*Problem statement:* Make an exact copy of all the entries, with the pictures left out.

(The data begins)

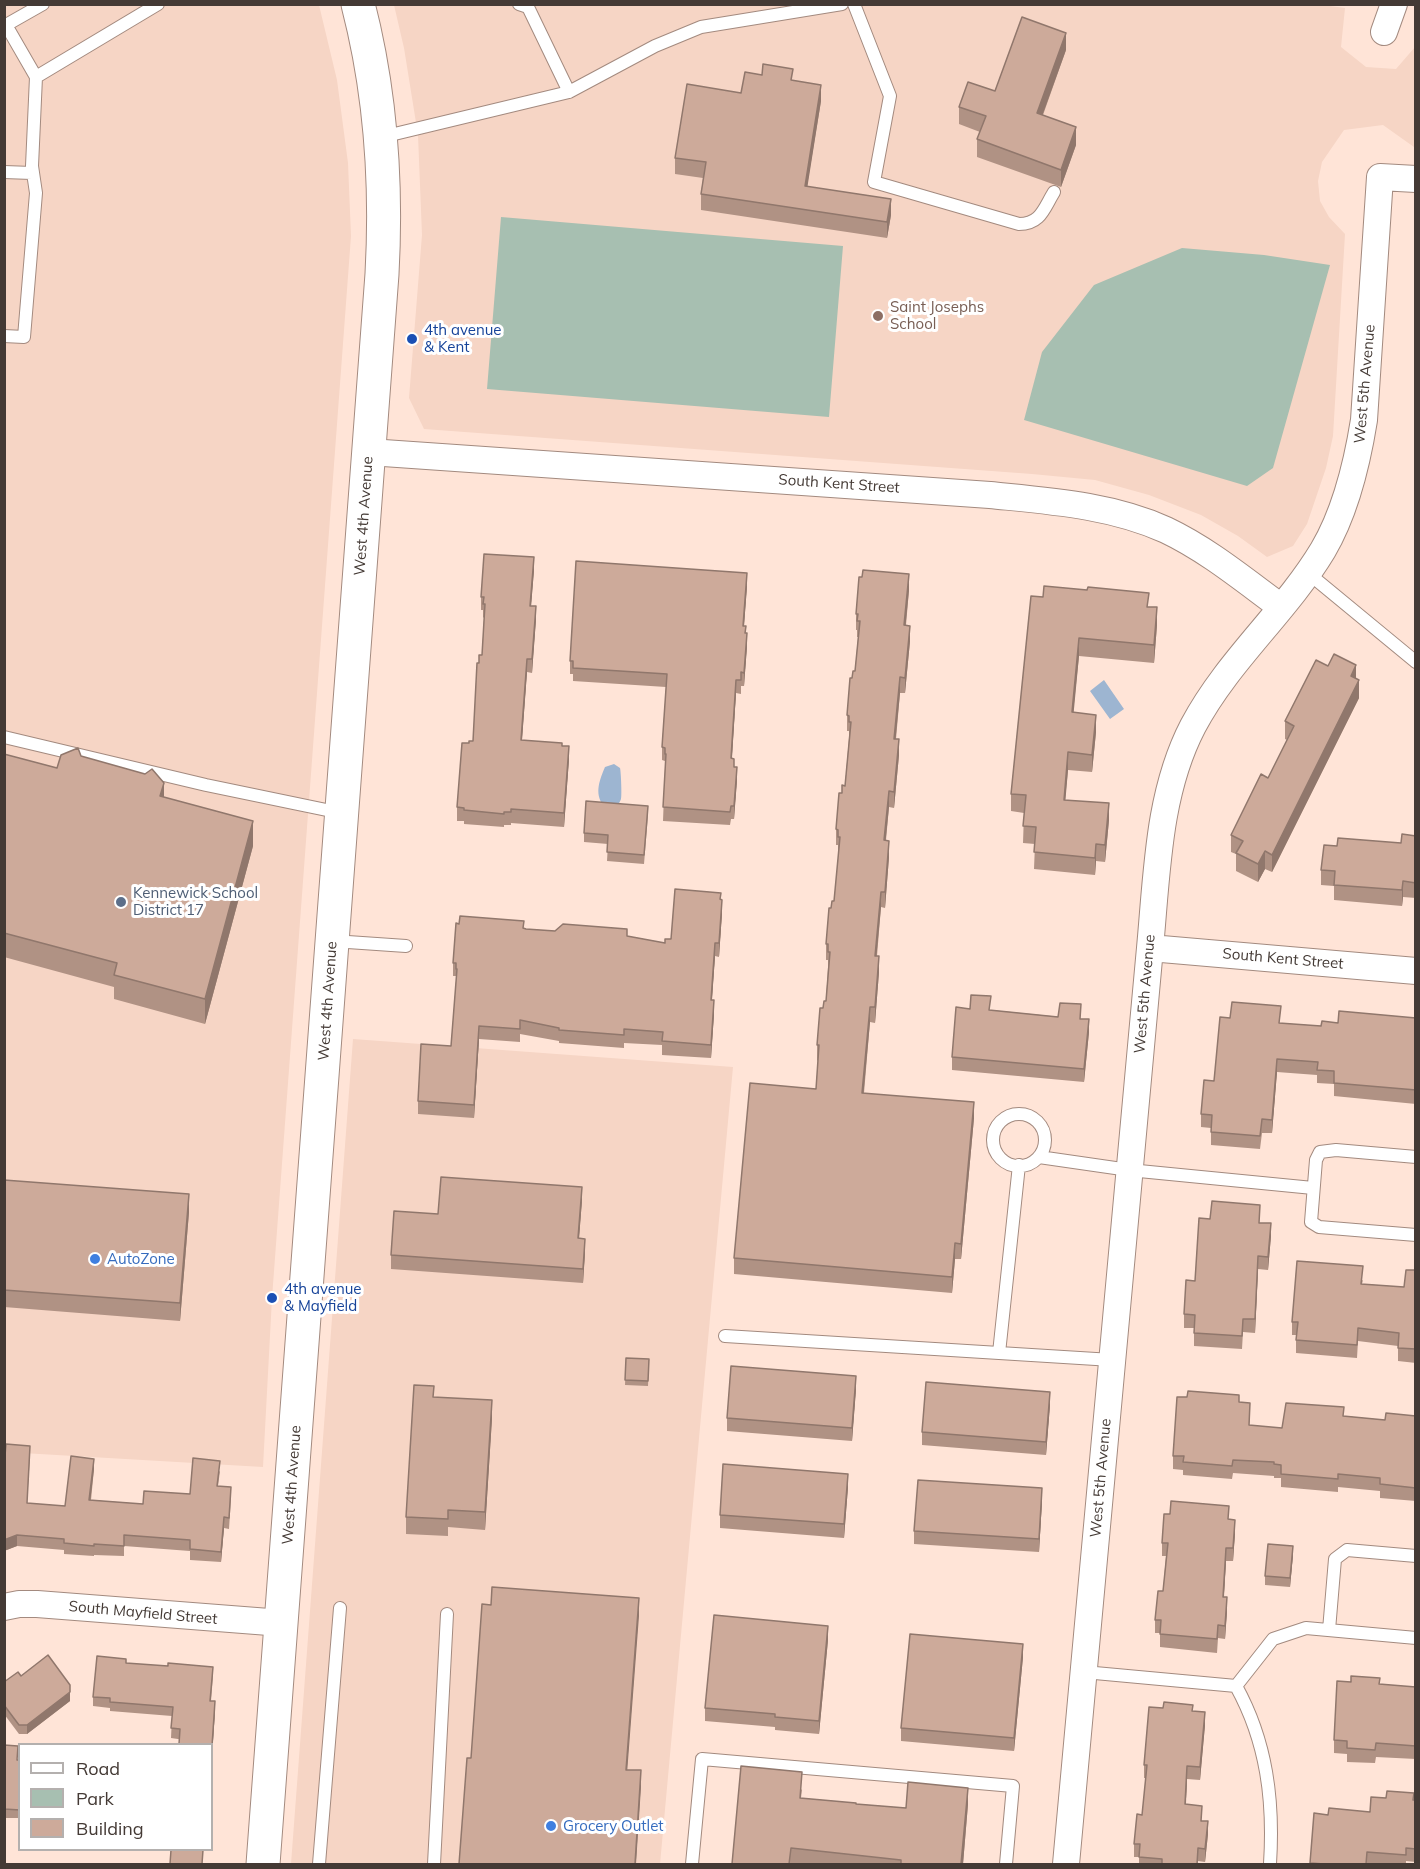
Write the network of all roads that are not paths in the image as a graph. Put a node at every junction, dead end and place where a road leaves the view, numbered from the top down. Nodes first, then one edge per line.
1 (43, 4) edge
2 (158, 4) edge
3 (358, 4) edge
4 (842, 4) edge
5 (854, 4) edge
6 (1394, 4) edge
7 (527, 6) edge
8 (1384, 32) dead end
9 (36, 77) junction
10 (569, 92) junction
11 (381, 137) junction
12 (4, 172) edge
13 (32, 173) junction
14 (1416, 179) edge
15 (1054, 192) edge
16 (4, 336) edge
17 (369, 452) junction
18 (1308, 573) junction
19 (1281, 608) junction
20 (1416, 662) edge
21 (4, 737) edge
22 (342, 813) junction
23 (333, 941) junction
24 (406, 946) dead end
25 (1150, 948) junction
26 (1416, 971) edge
27 (1039, 1157) junction
28 (1416, 1157) edge
29 (1018, 1166) junction
30 (1129, 1170) junction
31 (1313, 1188) junction
32 (1416, 1235) edge
33 (725, 1336) dead end
34 (999, 1353) junction
35 (1112, 1360) junction
36 (1416, 1556) edge
37 (4, 1607) edge
38 (340, 1608) dead end
39 (447, 1614) dead end
40 (282, 1623) junction
41 (1329, 1630) junction
42 (1416, 1638) edge
43 (1084, 1672) junction
44 (1236, 1686) junction
45 (263, 1864) edge
46 (319, 1864) edge
47 (434, 1864) edge
48 (692, 1864) edge
49 (1006, 1864) edge
50 (1066, 1864) edge
51 (1270, 1864) edge

1 - 9 lane
2 - 9 lane
3 - 11 main road, West 4th Avenue
4 - 10 lane
5 - 15 lane
6 - 8 street
7 - 10 lane
9 - 13 lane
10 - 11 lane
11 - 17 main road, West 4th Avenue
12 - 13 lane
13 - 16 lane
14 - 18 street, West 5th Avenue
17 - 19 street, South Kent Street
17 - 22 main road, West 4th Avenue
18 - 19 street, West 5th Avenue
18 - 20 lane
19 - 25 street, West 5th Avenue
21 - 22 lane
22 - 23 main road, West 4th Avenue
23 - 24 lane
23 - 40 main road, West 4th Avenue
25 - 26 street, South Kent Street
25 - 30 street, West 5th Avenue
27 - 29 lane
27 - 29 lane
27 - 30 lane
28 - 31 lane
29 - 34 lane
30 - 31 lane
30 - 35 street, West 5th Avenue
31 - 32 lane
33 - 34 lane
34 - 35 lane
35 - 43 street, West 5th Avenue
36 - 41 lane
37 - 40 street, South Mayfield Street
38 - 46 lane
39 - 47 lane
40 - 45 main road, West 4th Avenue
41 - 42 lane
41 - 44 lane
43 - 44 lane
43 - 50 street, West 5th Avenue
44 - 51 lane
48 - 49 lane

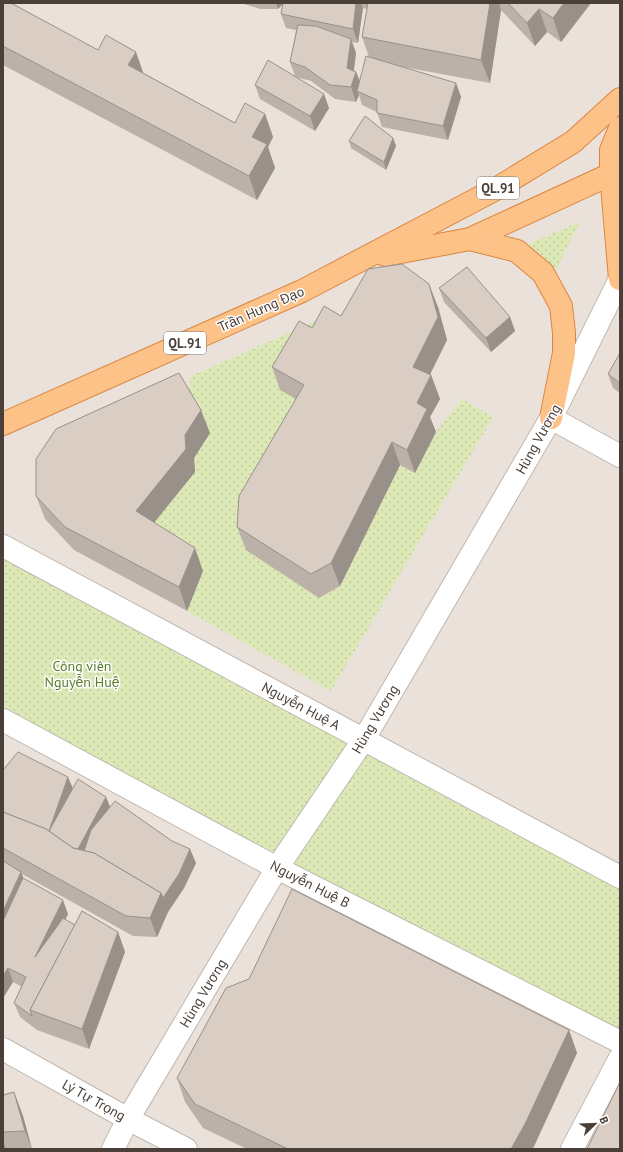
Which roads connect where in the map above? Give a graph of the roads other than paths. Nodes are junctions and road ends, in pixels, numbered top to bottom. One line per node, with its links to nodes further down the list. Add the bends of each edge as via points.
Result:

(The data ends)

*Task output:*
Write the network of all roads that are not paths in the image as a graph. Put a node at every junction, dead end and place where a road leaves the view, numbered from the top down. Nodes first, then one edge per line.
1 (43, 4) edge
2 (158, 4) edge
3 (358, 4) edge
4 (842, 4) edge
5 (854, 4) edge
6 (1394, 4) edge
7 (527, 6) edge
8 (1384, 32) dead end
9 (36, 77) junction
10 (569, 92) junction
11 (381, 137) junction
12 (4, 172) edge
13 (32, 173) junction
14 (1416, 179) edge
15 (1054, 192) edge
16 (4, 336) edge
17 (369, 452) junction
18 (1308, 573) junction
19 (1281, 608) junction
20 (1416, 662) edge
21 (4, 737) edge
22 (342, 813) junction
23 (333, 941) junction
24 (406, 946) dead end
25 (1150, 948) junction
26 (1416, 971) edge
27 (1039, 1157) junction
28 (1416, 1157) edge
29 (1018, 1166) junction
30 (1129, 1170) junction
31 (1313, 1188) junction
32 (1416, 1235) edge
33 (725, 1336) dead end
34 (999, 1353) junction
35 (1112, 1360) junction
36 (1416, 1556) edge
37 (4, 1607) edge
38 (340, 1608) dead end
39 (447, 1614) dead end
40 (282, 1623) junction
41 (1329, 1630) junction
42 (1416, 1638) edge
43 (1084, 1672) junction
44 (1236, 1686) junction
45 (263, 1864) edge
46 (319, 1864) edge
47 (434, 1864) edge
48 (692, 1864) edge
49 (1006, 1864) edge
50 (1066, 1864) edge
51 (1270, 1864) edge

1 - 9 lane
2 - 9 lane
3 - 11 main road, West 4th Avenue
4 - 10 lane
5 - 15 lane
6 - 8 street
7 - 10 lane
9 - 13 lane
10 - 11 lane
11 - 17 main road, West 4th Avenue
12 - 13 lane
13 - 16 lane
14 - 18 street, West 5th Avenue
17 - 19 street, South Kent Street
17 - 22 main road, West 4th Avenue
18 - 19 street, West 5th Avenue
18 - 20 lane
19 - 25 street, West 5th Avenue
21 - 22 lane
22 - 23 main road, West 4th Avenue
23 - 24 lane
23 - 40 main road, West 4th Avenue
25 - 26 street, South Kent Street
25 - 30 street, West 5th Avenue
27 - 29 lane
27 - 29 lane
27 - 30 lane
28 - 31 lane
29 - 34 lane
30 - 31 lane
30 - 35 street, West 5th Avenue
31 - 32 lane
33 - 34 lane
34 - 35 lane
35 - 43 street, West 5th Avenue
36 - 41 lane
37 - 40 street, South Mayfield Street
38 - 46 lane
39 - 47 lane
40 - 45 main road, West 4th Avenue
41 - 42 lane
41 - 44 lane
43 - 44 lane
43 - 50 street, West 5th Avenue
44 - 51 lane
48 - 49 lane

Which roads connect where in the map above? Give a graph of the roads other than paths. Nodes are junctions and road ends, in pixels, numbered top to bottom. One line per node, with its links to nodes further down the list. Add the bends of each edge as via points.
Result:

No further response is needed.